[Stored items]
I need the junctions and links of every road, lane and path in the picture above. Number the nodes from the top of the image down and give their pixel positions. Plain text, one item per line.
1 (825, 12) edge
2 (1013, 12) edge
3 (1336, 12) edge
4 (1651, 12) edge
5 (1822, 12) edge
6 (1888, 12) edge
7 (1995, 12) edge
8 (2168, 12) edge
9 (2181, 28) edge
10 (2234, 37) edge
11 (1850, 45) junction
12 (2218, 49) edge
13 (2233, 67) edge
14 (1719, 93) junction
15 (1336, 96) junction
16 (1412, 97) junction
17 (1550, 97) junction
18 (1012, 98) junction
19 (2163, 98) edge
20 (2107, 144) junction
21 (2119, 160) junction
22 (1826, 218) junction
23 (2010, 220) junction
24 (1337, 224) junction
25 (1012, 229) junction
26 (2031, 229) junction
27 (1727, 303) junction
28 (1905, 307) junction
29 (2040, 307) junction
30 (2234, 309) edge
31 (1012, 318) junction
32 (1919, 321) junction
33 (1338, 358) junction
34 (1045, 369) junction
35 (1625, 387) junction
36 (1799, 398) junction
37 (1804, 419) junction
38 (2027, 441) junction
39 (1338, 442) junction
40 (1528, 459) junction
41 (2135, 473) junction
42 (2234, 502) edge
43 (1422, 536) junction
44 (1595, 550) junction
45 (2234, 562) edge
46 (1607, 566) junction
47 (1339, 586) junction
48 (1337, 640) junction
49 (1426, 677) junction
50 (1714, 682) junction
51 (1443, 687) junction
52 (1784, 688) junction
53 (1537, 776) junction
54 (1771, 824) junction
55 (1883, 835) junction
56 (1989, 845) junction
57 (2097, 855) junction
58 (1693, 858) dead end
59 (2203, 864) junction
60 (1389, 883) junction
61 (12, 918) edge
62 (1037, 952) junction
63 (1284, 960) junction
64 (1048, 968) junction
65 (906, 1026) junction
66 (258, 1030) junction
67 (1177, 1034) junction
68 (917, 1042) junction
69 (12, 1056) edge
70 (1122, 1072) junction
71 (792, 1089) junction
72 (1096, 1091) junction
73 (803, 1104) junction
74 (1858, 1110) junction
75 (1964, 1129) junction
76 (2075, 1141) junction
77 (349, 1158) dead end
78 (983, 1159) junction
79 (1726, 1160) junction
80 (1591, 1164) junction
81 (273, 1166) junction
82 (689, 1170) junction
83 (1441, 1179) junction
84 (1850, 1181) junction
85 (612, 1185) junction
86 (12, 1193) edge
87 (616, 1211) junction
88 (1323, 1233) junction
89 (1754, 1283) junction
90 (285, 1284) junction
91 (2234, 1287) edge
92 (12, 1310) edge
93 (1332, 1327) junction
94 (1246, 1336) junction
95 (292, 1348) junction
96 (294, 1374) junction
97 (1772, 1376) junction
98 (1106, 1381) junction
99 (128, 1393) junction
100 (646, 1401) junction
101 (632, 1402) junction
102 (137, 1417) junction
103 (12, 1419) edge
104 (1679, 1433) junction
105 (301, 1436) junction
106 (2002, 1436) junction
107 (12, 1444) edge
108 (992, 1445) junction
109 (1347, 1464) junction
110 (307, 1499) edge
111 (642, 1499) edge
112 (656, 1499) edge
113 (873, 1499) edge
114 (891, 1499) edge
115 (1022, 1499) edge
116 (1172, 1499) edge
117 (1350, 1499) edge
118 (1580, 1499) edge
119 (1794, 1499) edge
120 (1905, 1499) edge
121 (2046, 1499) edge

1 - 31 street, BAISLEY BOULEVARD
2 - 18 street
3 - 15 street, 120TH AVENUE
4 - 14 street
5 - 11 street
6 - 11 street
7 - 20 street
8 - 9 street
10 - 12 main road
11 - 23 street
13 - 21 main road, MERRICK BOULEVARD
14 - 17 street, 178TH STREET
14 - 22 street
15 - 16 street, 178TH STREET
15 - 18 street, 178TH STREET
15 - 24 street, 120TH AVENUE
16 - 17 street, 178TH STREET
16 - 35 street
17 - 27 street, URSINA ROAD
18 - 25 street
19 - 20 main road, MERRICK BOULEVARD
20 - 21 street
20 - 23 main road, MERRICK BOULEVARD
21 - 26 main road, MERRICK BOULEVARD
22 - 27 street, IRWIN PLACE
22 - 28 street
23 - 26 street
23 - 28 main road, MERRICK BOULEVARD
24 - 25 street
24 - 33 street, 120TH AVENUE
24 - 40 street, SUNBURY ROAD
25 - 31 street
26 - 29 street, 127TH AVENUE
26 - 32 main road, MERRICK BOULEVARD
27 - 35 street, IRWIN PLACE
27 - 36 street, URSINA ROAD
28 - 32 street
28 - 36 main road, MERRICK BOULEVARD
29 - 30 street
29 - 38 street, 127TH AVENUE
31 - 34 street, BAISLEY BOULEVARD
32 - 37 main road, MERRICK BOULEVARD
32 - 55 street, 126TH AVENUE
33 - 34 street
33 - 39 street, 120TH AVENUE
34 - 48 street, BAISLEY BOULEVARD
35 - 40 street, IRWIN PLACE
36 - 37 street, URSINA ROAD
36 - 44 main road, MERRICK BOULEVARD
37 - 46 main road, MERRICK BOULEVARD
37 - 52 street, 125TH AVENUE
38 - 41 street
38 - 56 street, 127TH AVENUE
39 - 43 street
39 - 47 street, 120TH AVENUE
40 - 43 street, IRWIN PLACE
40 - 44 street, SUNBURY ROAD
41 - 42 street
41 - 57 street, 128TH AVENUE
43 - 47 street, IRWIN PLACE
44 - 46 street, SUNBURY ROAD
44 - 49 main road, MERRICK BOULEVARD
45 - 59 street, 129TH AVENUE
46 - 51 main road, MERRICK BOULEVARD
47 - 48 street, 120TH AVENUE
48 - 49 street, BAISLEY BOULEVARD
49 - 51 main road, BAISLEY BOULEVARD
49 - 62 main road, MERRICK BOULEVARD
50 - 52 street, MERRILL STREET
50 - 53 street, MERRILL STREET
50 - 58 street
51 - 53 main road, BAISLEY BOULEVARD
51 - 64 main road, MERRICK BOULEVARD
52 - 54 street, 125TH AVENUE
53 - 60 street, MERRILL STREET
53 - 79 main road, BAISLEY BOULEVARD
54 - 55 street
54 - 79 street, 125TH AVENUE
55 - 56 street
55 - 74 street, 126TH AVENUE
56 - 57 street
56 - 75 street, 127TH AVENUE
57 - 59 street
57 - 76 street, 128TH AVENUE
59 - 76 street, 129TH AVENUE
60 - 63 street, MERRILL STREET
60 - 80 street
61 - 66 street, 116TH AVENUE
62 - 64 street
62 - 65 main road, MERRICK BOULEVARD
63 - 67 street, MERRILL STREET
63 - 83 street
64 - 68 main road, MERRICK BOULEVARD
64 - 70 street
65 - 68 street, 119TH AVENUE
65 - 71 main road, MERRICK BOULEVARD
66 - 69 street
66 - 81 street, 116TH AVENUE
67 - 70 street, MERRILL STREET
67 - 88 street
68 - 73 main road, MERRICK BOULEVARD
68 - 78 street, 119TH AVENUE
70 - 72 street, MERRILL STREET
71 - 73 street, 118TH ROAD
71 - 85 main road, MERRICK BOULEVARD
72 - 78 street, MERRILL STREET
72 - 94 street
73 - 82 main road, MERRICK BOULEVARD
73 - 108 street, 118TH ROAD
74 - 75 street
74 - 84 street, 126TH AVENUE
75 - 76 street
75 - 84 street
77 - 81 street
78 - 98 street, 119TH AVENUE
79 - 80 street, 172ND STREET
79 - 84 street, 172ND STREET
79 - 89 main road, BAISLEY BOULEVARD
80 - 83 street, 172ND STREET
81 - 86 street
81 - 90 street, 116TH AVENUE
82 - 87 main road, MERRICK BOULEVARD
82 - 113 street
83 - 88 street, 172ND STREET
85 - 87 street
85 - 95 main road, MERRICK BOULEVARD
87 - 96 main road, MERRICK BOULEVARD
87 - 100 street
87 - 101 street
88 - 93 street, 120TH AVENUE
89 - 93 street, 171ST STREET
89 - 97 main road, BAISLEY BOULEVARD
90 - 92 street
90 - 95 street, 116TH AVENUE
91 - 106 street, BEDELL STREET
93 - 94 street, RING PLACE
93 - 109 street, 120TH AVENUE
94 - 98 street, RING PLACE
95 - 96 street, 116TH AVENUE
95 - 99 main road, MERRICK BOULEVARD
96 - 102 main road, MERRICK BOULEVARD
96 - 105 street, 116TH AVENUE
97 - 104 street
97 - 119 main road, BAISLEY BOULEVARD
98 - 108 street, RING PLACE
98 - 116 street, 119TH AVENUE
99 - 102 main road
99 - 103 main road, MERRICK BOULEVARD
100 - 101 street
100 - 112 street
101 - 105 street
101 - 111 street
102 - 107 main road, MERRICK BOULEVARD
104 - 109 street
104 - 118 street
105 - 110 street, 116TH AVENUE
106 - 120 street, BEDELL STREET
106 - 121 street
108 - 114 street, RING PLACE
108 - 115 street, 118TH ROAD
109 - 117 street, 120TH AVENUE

▶ Prompt
From the data above, how many lines contain the word "RING"? Give the number alone.

▶ Result for this task
4